_What you should do_:
Copy out the full data exactly as given; pictures should not be included.

_Data to use_:
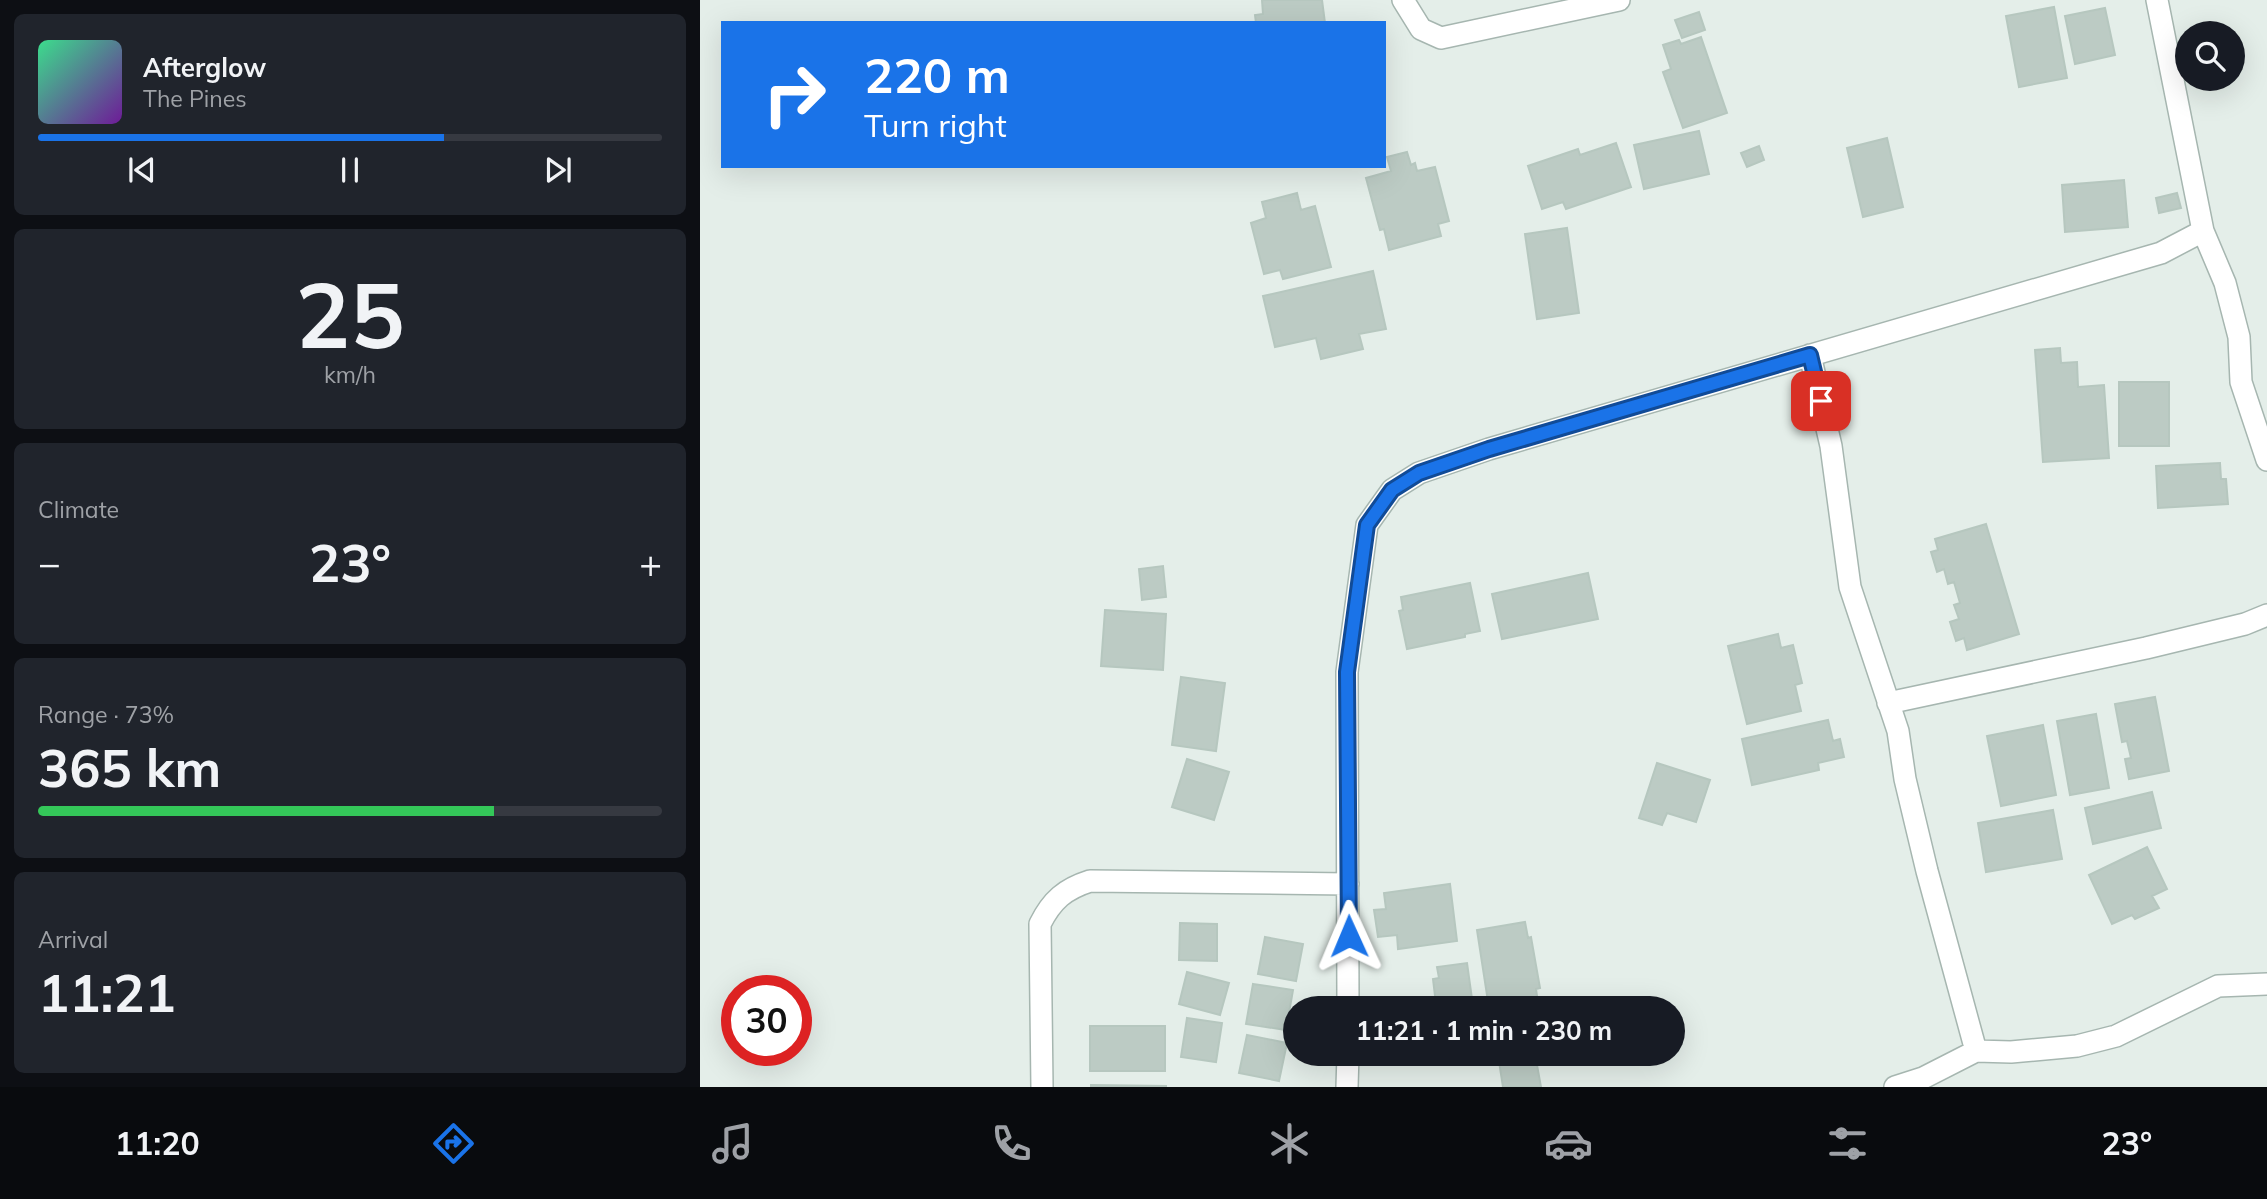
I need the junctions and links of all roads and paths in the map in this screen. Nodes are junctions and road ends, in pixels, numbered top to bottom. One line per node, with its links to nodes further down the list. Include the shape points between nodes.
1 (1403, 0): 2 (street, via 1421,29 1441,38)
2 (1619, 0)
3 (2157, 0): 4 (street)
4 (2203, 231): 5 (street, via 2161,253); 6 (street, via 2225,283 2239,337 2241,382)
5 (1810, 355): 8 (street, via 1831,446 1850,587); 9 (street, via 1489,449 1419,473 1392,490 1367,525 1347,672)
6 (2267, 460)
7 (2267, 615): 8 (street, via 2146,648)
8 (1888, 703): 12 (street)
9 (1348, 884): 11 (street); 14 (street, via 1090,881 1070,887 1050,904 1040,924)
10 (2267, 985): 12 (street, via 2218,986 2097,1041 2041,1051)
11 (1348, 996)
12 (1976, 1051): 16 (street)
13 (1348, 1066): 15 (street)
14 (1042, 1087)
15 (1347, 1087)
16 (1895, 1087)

_Result of the task_:
I need the junctions and links of all roads and paths in the map in this screen. Nodes are junctions and road ends, in pixels, numbered top to bottom. One line per node, with its links to nodes further down the list. Include the shape points between nodes.
1 (1403, 0): 2 (street, via 1421,29 1441,38)
2 (1619, 0)
3 (2157, 0): 4 (street)
4 (2203, 231): 5 (street, via 2161,253); 6 (street, via 2225,283 2239,337 2241,382)
5 (1810, 355): 8 (street, via 1831,446 1850,587); 9 (street, via 1489,449 1419,473 1392,490 1367,525 1347,672)
6 (2267, 460)
7 (2267, 615): 8 (street, via 2146,648)
8 (1888, 703): 12 (street)
9 (1348, 884): 11 (street); 14 (street, via 1090,881 1070,887 1050,904 1040,924)
10 (2267, 985): 12 (street, via 2218,986 2097,1041 2041,1051)
11 (1348, 996)
12 (1976, 1051): 16 (street)
13 (1348, 1066): 15 (street)
14 (1042, 1087)
15 (1347, 1087)
16 (1895, 1087)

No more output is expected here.